Noticeable Performance Decrease Problem For Short-Length FFT Samples

meidus · ‎01-09-2006

Dear Support at Intel,

We are benchmarking the performance of specific signal processing functions implemented using the IPP libraries. In particular, the FFT and FIR filtering operations are performed for real and complex data and for single and double precision floating point arithmetic. We have carried out this testing for the 4.0, 4.1.2, and 5.0 libraries using statically linked a6, w7, t7, and m7 code.

The benchmark uses the well-known dual-loop algorithm to measure the average number of clock ticks per data sample required to perform an FFT for power of 2 FFT lengths (e.g., 2, 4, 8, 16, 32, 64, , 2^17). Large sets of average elapsed clock tick measurements are generated for each FFT length, and then the median value of each set is determined to minimize the effect of outliers. By plotting the median value for each FFT length, a trend-line corresponding to the computational cost of processing data as a function of the FFT length is obtained.

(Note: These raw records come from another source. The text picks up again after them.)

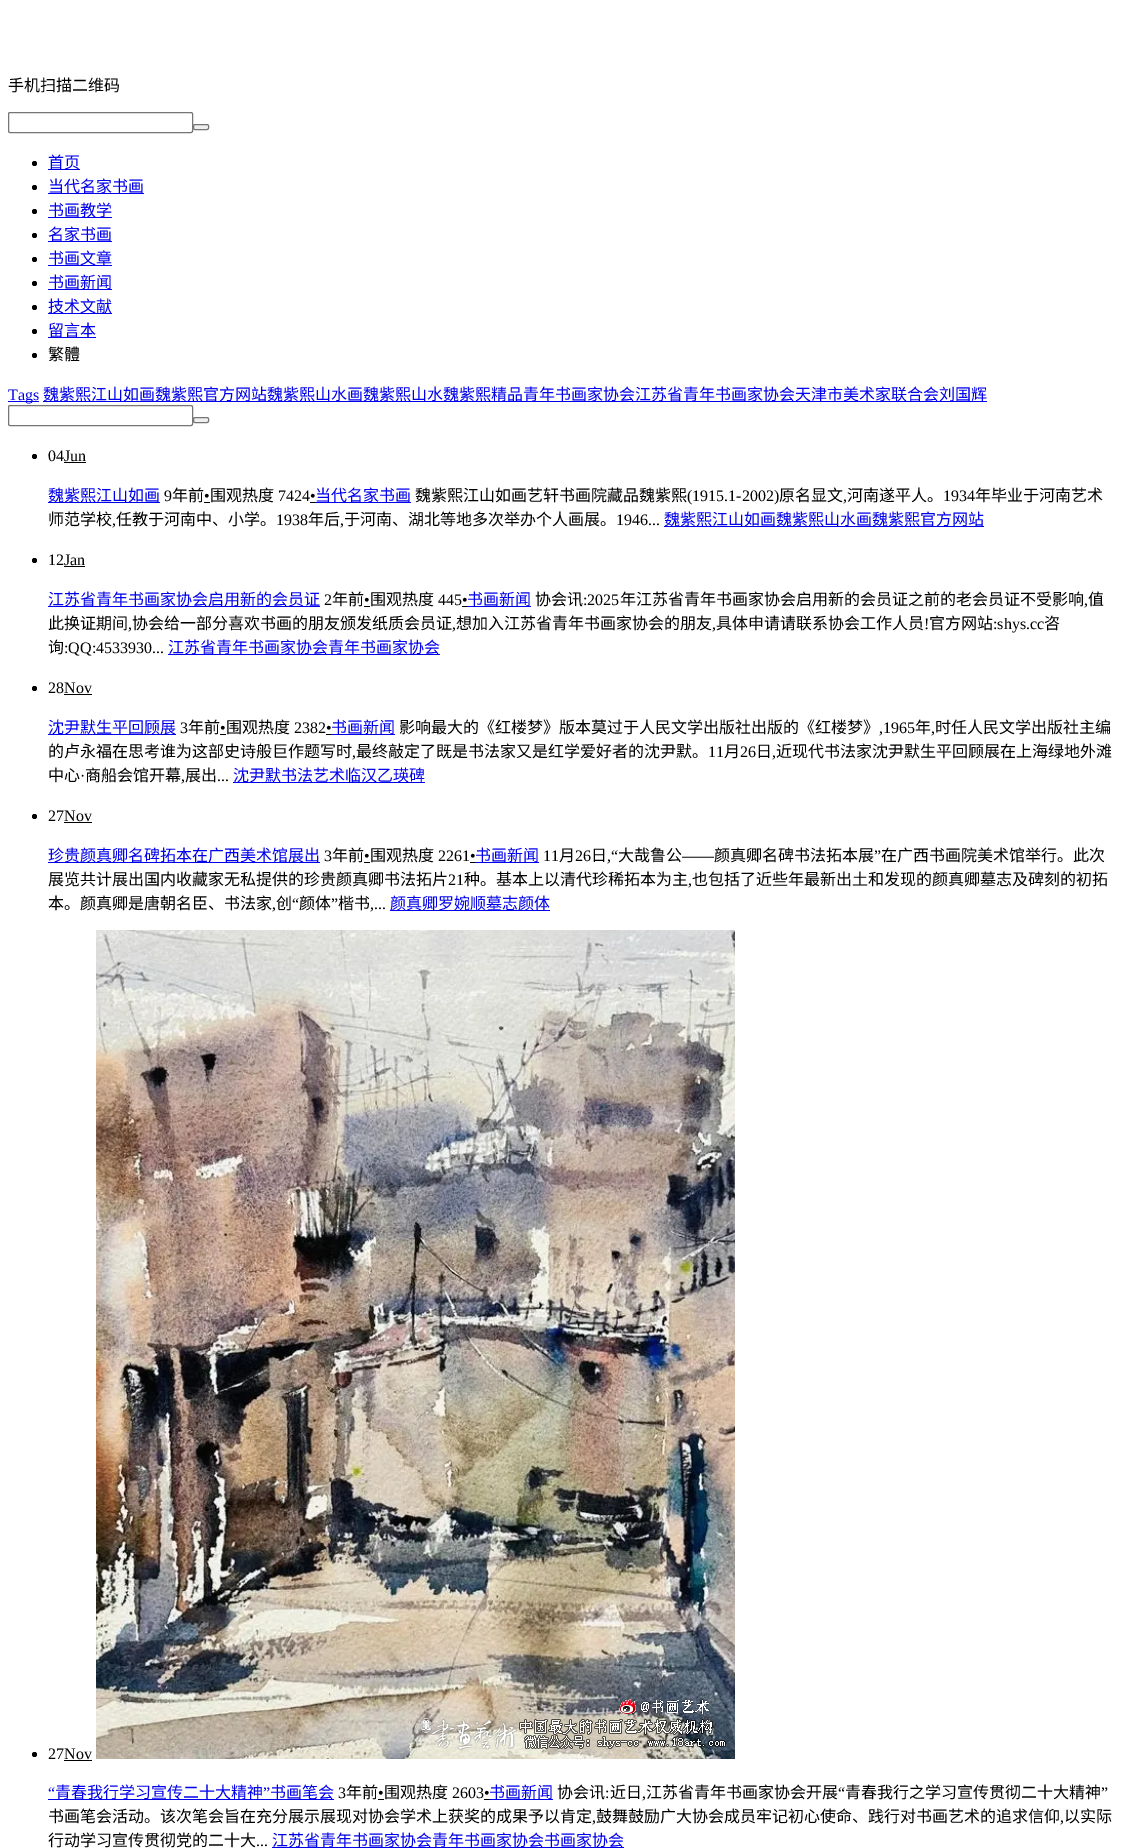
%!PS
<< /PageSize [1127 1848] >> setpagedevice
/rgb { 3 { 255 div 3 1 roll } repeat setrgbcolor } def
/font { [ exch dup neg 0 0 3 -1 roll 0 0 ] selectfont } def
/text { moveto show } def
/circle { newpath 0 360 arc closepath } def
/roundrect { 5 dict begin { /r /h /w /y /x } { exch def } forall
  x r add y moveto x w add y 2 copy h add r arct x w add y h add x 1 index r arct
  x y h add x y r arct x y 2 copy exch w add exch r arct closepath end } def
/picture { 5 dict begin { /h /w /y /x /name } { exch def } forall
  gsave x y translate w h scale
  w h 8 [w 0 0 h 0 0] name (r) file false 3 colorimage grestore end } def
0 1848 translate 1 -1 scale
4 setmiterlimit
255 255 255 rgb
0 0 1127 1848 rectfill
118 118 118 rgb
8.5 112.5 184 20 1.5 roundrect stroke
239 239 239 rgb
193.5 124.5 15 5 1.5 roundrect gsave fill grestore
118 118 118 rgb
stroke
0 0 0 rgb
34.5 163.5 2.5 circle fill
0 0 238 rgb
48 169 32 1 rectfill
0 0 0 rgb
34.5 187.5 2.5 circle fill
0 0 238 rgb
48 193 96 1 rectfill
0 0 0 rgb
34.5 211.5 2.5 circle fill
0 0 238 rgb
48 217 64 1 rectfill
0 0 0 rgb
34.5 235.5 2.5 circle fill
0 0 238 rgb
48 241 64 1 rectfill
0 0 0 rgb
34.5 259.5 2.5 circle fill
0 0 238 rgb
48 265 64 1 rectfill
0 0 0 rgb
34.5 283.5 2.5 circle fill
0 0 238 rgb
48 289 64 1 rectfill
0 0 0 rgb
34.5 307.5 2.5 circle fill
0 0 238 rgb
48 313 64 1 rectfill
0 0 0 rgb
34.5 331.5 2.5 circle fill
0 0 238 rgb
48 337 48 1 rectfill
0 0 0 rgb
34.5 355.5 2.5 circle fill
0 0 238 rgb
8 401 31 1 rectfill
43 401 944 1 rectfill
118 118 118 rgb
8.5 405.5 184 20 1.5 roundrect stroke
239 239 239 rgb
193.5 417.5 15 5 1.5 roundrect gsave fill grestore
118 118 118 rgb
stroke
0 0 0 rgb
34.5 456.5 2.5 circle fill
64 462 22 1 rectfill
0 0 238 rgb
48 502 112 1 rectfill
0 0 0 rgb
204 502 6 1 rectfill
310 502 5 1 rectfill
0 0 238 rgb
315 502 96 1 rectfill
664 526 320 1 rectfill
0 0 0 rgb
34.5 560.5 2.5 circle fill
64 566 21 1 rectfill
0 0 238 rgb
48 606 272 1 rectfill
0 0 0 rgb
364 606 6 1 rectfill
462 606 5 1 rectfill
0 0 238 rgb
467 606 64 1 rectfill
168 654 272 1 rectfill
0 0 0 rgb
34.5 688.5 2.5 circle fill
64 694 28 1 rectfill
0 0 238 rgb
48 734 128 1 rectfill
0 0 0 rgb
220 734 6 1 rectfill
326 734 5 1 rectfill
0 0 238 rgb
331 734 64 1 rectfill
233 782 192 1 rectfill
0 0 0 rgb
34.5 816.5 2.5 circle fill
64 822 28 1 rectfill
0 0 238 rgb
48 862 272 1 rectfill
0 0 0 rgb
470 862 5 1 rectfill
0 0 238 rgb
475 862 64 1 rectfill
0 0 0 rgb
364 862 6 1 rectfill
0 0 238 rgb
390 910 160 1 rectfill
0 0 0 rgb
34.5 1754.5 2.5 circle fill
64 1760 28 1 rectfill
(img_01.rgb) 96 930 639 829 picture
0 0 238 rgb
48 1799 286 1 rectfill
0 0 0 rgb
484 1799 5 1 rectfill
0 0 238 rgb
489 1799 64 1 rectfill
0 0 0 rgb
378 1799 6 1 rectfill
0 0 238 rgb
272 1847 352 1 rectfill
/NotoSansCJKSC-Regular 16 font
0 0 0 rgb
(手机扫描二维码) 8 91 text
0 0 238 rgb
(首页) 48 168 text
(当代名家书画) 48 192 text
(书画教学) 48 216 text
(名家书画) 48 240 text
(书画文章) 48 264 text
(书画新闻) 48 288 text
(技术文献) 48 312 text
(留言本) 48 336 text
0 0 0 rgb
(繁體) 48 360 text
/LiberationSerif-Regular 16 font
0 0 238 rgb
(Tags) 8 400 text
/NotoSansCJKSC-Regular 16 font
(魏紫熙江山如画魏紫熙官方网站魏紫熙山水画魏紫熙山水魏紫熙精品青年书画家协会江苏省青年书画家协会天津市美术家联合会刘国辉) 43 400 text
/LiberationSerif-Regular 16 font
0 0 0 rgb
(04Jun) 48 461 text
/NotoSansCJKSC-Regular 16 font
0 0 238 rgb
(魏紫熙江山如画) 48 501 text
/LiberationSerif-Regular 16 font
0 0 0 rgb
(9) 164 501 text
/NotoSansCJKSC-Regular 16 font
(年前) 172 501 text
/LiberationSerif-Regular 16 font
(•) 204 501 text
/NotoSansCJKSC-Regular 16 font
(围观热度) 210 501 text
/LiberationSerif-Regular 16 font
(7424•) 278 501 text
/NotoSansCJKSC-Regular 16 font
0 0 238 rgb
(当代名家书画) 315 501 text
0 0 0 rgb
(魏紫熙江山如画艺轩书画院藏品魏紫熙) 415 501 text
/LiberationSerif-Regular 16 font
(\(1915.1-2002\)) 687 501 text
/NotoSansCJKSC-Regular 16 font
(原名显文) 779 501 text
(河南遂平人。) 847 501 text
/LiberationSerif-Regular 16 font
(1934) 943 501 text
/NotoSansCJKSC-Regular 16 font
(年毕业于河南艺术) 975 501 text
/LiberationSerif-Regular 16 font
(,) 843 501 text
/NotoSansCJKSC-Regular 16 font
(师范学校) 48 525 text
/LiberationSerif-Regular 16 font
(,) 112 525 text
/NotoSansCJKSC-Regular 16 font
(任教于河南中、小学。) 116 525 text
/LiberationSerif-Regular 16 font
(1938) 276 525 text
/NotoSansCJKSC-Regular 16 font
(年后) 308 525 text
/LiberationSerif-Regular 16 font
(,) 340 525 text
/NotoSansCJKSC-Regular 16 font
(于河南、湖北等地多次举办个人画展。) 344 525 text
/LiberationSerif-Regular 16 font
(1946...) 616 525 text
/NotoSansCJKSC-Regular 16 font
0 0 238 rgb
(魏紫熙江山如画魏紫熙山水画魏紫熙官方网站) 664 525 text
/LiberationSerif-Regular 16 font
0 0 0 rgb
(12Jan) 48 565 text
/NotoSansCJKSC-Regular 16 font
0 0 238 rgb
(江苏省青年书画家协会启用新的会员证) 48 605 text
/LiberationSerif-Regular 16 font
0 0 0 rgb
(2) 324 605 text
/NotoSansCJKSC-Regular 16 font
(年前) 332 605 text
/LiberationSerif-Regular 16 font
(•) 364 605 text
/NotoSansCJKSC-Regular 16 font
(围观热度) 370 605 text
/LiberationSerif-Regular 16 font
(445•) 438 605 text
/NotoSansCJKSC-Regular 16 font
0 0 238 rgb
(书画新闻) 467 605 text
0 0 0 rgb
(协会讯) 535 605 text
/LiberationSerif-Regular 16 font
(:2025) 583 605 text
/NotoSansCJKSC-Regular 16 font
(年江苏省青年书画家协会启用新的会员证之前的老会员证不受影响) 620 605 text
(值) 1088 605 text
/LiberationSerif-Regular 16 font
(,) 1084 605 text
/NotoSansCJKSC-Regular 16 font
(此换证期间) 48 629 text
/LiberationSerif-Regular 16 font
(,) 128 629 text
/NotoSansCJKSC-Regular 16 font
(协会给一部分喜欢书画的朋友颁发纸质会员证) 132 629 text
/LiberationSerif-Regular 16 font
(,) 452 629 text
/NotoSansCJKSC-Regular 16 font
(想加入江苏省青年书画家协会的朋友) 456 629 text
/LiberationSerif-Regular 16 font
(,) 712 629 text
/NotoSansCJKSC-Regular 16 font
(具体申请请联系协会工作人员) 716 629 text
/LiberationSerif-Regular 16 font
(!) 924 629 text
/NotoSansCJKSC-Regular 16 font
(官方网站) 929 629 text
/LiberationSerif-Regular 16 font
(:shys.cc) 993 629 text
/NotoSansCJKSC-Regular 16 font
(咨) 1044 629 text
(询) 48 653 text
/LiberationSerif-Regular 16 font
(:QQ:4533930...) 64 653 text
/NotoSansCJKSC-Regular 16 font
0 0 238 rgb
(江苏省青年书画家协会青年书画家协会) 168 653 text
/LiberationSerif-Regular 16 font
0 0 0 rgb
(28Nov) 48 693 text
/NotoSansCJKSC-Regular 16 font
0 0 238 rgb
(沈尹默生平回顾展) 48 733 text
/LiberationSerif-Regular 16 font
0 0 0 rgb
(3) 180 733 text
/NotoSansCJKSC-Regular 16 font
(年前) 188 733 text
/LiberationSerif-Regular 16 font
(•) 220 733 text
/NotoSansCJKSC-Regular 16 font
(围观热度) 226 733 text
/LiberationSerif-Regular 16 font
(2382•) 294 733 text
/NotoSansCJKSC-Regular 16 font
0 0 238 rgb
(书画新闻) 331 733 text
0 0 0 rgb
(影响最大的《红楼梦》版本莫过于人民文学出版社出版的《红楼梦》) 399 733 text
/LiberationSerif-Regular 16 font
(,1965) 879 733 text
/NotoSansCJKSC-Regular 16 font
(年) 915 733 text
(时任人民文学出版社主编) 935 733 text
/LiberationSerif-Regular 16 font
(,) 931 733 text
/NotoSansCJKSC-Regular 16 font
(的卢永福在思考谁为这部史诗般巨作题写时) 48 757 text
/LiberationSerif-Regular 16 font
(,) 352 757 text
/NotoSansCJKSC-Regular 16 font
(最终敲定了既是书法家又是红学爱好者的沈尹默。) 356 757 text
/LiberationSerif-Regular 16 font
(11) 708 757 text
/NotoSansCJKSC-Regular 16 font
(月) 724 757 text
/LiberationSerif-Regular 16 font
(26) 740 757 text
/NotoSansCJKSC-Regular 16 font
(日) 756 757 text
/LiberationSerif-Regular 16 font
(,) 772 757 text
/NotoSansCJKSC-Regular 16 font
(近现代书法家沈尹默生平回顾展在上海绿地外滩) 776 757 text
(中心) 48 781 text
/LiberationSerif-Regular 16 font
(·) 80 781 text
/NotoSansCJKSC-Regular 16 font
(商船会馆开幕) 85 781 text
(展出) 185 781 text
0 0 238 rgb
(沈尹默书法艺术临汉乙瑛碑) 233 781 text
/LiberationSerif-Regular 16 font
0 0 0 rgb
(,) 181 781 text
(...) 217 781 text
(27Nov) 48 821 text
/NotoSansCJKSC-Regular 16 font
0 0 238 rgb
(珍贵颜真卿名碑拓本在广西美术馆展出) 48 861 text
/LiberationSerif-Regular 16 font
0 0 0 rgb
(3) 324 861 text
/NotoSansCJKSC-Regular 16 font
(年前) 332 861 text
(围观热度) 370 861 text
/LiberationSerif-Regular 16 font
(2261•) 438 861 text
/NotoSansCJKSC-Regular 16 font
0 0 238 rgb
(书画新闻) 475 861 text
/LiberationSerif-Regular 16 font
0 0 0 rgb
(11) 543 861 text
/NotoSansCJKSC-Regular 16 font
(月) 559 861 text
/LiberationSerif-Regular 16 font
(26) 575 861 text
/NotoSansCJKSC-Regular 16 font
(日) 591 861 text
/LiberationSerif-Regular 16 font
(,“) 607 861 text
/NotoSansCJKSC-Regular 16 font
(大哉鲁公) 618 861 text
/LiberationSerif-Regular 16 font
(”) 874 861 text
/NotoSansCJKSC-Regular 16 font
(在广西书画院美术馆举行。此次) 881 861 text
/LiberationSerif-Regular 16 font
(•) 364 861 text
(——) 682 861 text
/NotoSansCJKSC-Regular 16 font
(颜真卿名碑书法拓本展) 714 861 text
(展览共计展出国内收藏家无私提供的珍贵颜真卿书法拓片) 48 885 text
/LiberationSerif-Regular 16 font
(21) 448 885 text
/NotoSansCJKSC-Regular 16 font
(种。基本上以清代珍稀拓本为主) 464 885 text
(也包括了近些年最新出土和发现的颜真卿墓志及碑刻的初拓) 692 885 text
/LiberationSerif-Regular 16 font
(,) 688 885 text
/NotoSansCJKSC-Regular 16 font
(本。颜真卿是唐朝名臣、书法家) 48 909 text
(创) 276 909 text
/LiberationSerif-Regular 16 font
(“) 292 909 text
/NotoSansCJKSC-Regular 16 font
(颜体) 299 909 text
/LiberationSerif-Regular 16 font
(”) 331 909 text
/NotoSansCJKSC-Regular 16 font
(楷书) 338 909 text
0 0 238 rgb
(颜真卿罗婉顺墓志颜体) 390 909 text
/LiberationSerif-Regular 16 font
0 0 0 rgb
(,) 272 909 text
(,...) 370 909 text
(27Nov) 48 1759 text
0 0 238 rgb
(“) 48 1798 text
/NotoSansCJKSC-Regular 16 font
(青春我行学习宣传二十大精神) 55 1798 text
/LiberationSerif-Regular 16 font
(”) 263 1798 text
/NotoSansCJKSC-Regular 16 font
(书画笔会) 270 1798 text
/LiberationSerif-Regular 16 font
0 0 0 rgb
(3) 338 1798 text
/NotoSansCJKSC-Regular 16 font
(年前) 346 1798 text
(围观热度) 384 1798 text
/LiberationSerif-Regular 16 font
(2603•) 452 1798 text
/NotoSansCJKSC-Regular 16 font
0 0 238 rgb
(书画新闻) 489 1798 text
0 0 0 rgb
(协会讯) 557 1798 text
(近日) 610 1798 text
(江苏省青年书画家协会开展) 646 1798 text
/LiberationSerif-Regular 16 font
(“) 838 1798 text
/NotoSansCJKSC-Regular 16 font
(青春我行之学习宣传贯彻二十大精神) 845 1798 text
/LiberationSerif-Regular 16 font
(”) 1101 1798 text
(•) 378 1798 text
(:) 605 1798 text
(,) 642 1798 text
/NotoSansCJKSC-Regular 16 font
(书画笔会活动。该次笔会旨在充分展示展现对协会学术上获奖的成果予以肯定) 48 1822 text
/LiberationSerif-Regular 16 font
(,) 592 1822 text
/NotoSansCJKSC-Regular 16 font
(鼓舞鼓励广大协会成员牢记初心使命、践行对书画艺术的追求信仰) 596 1822 text
/LiberationSerif-Regular 16 font
(,) 1060 1822 text
/NotoSansCJKSC-Regular 16 font
(以实际) 1064 1822 text
(行动学习宣传贯彻党的二十大) 48 1846 text
/LiberationSerif-Regular 16 font
(...) 256 1846 text
/NotoSansCJKSC-Regular 16 font
0 0 238 rgb
(江苏省青年书画家协会青年书画家协会书画家协会) 272 1846 text
showpage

Repeated tests with P3 and Prescott P4 based systems show anomalously poor results for 16 point FFTs. Please see the attached figures. When using a Hamming window, this behavior is observed for 4 point FFTs. We would appreciate it if you could provide any insight into the reason that this behavior is occurring (is it an artifact of the FFT implementation?).

Best Regards,

Matt

Message Edited by [email protected] on 01-09-2006 01:57 PM

Ying_S_Intel · ‎01-11-2006

Dear Customer,
We will look into it. I'vedocumented this report in issue 346494through Intel Premier Support under your account. Please provide any necessary information via that channel and our support engineer will provide further assistance on this issue.

Thanks,
Ying S
Intel Corp.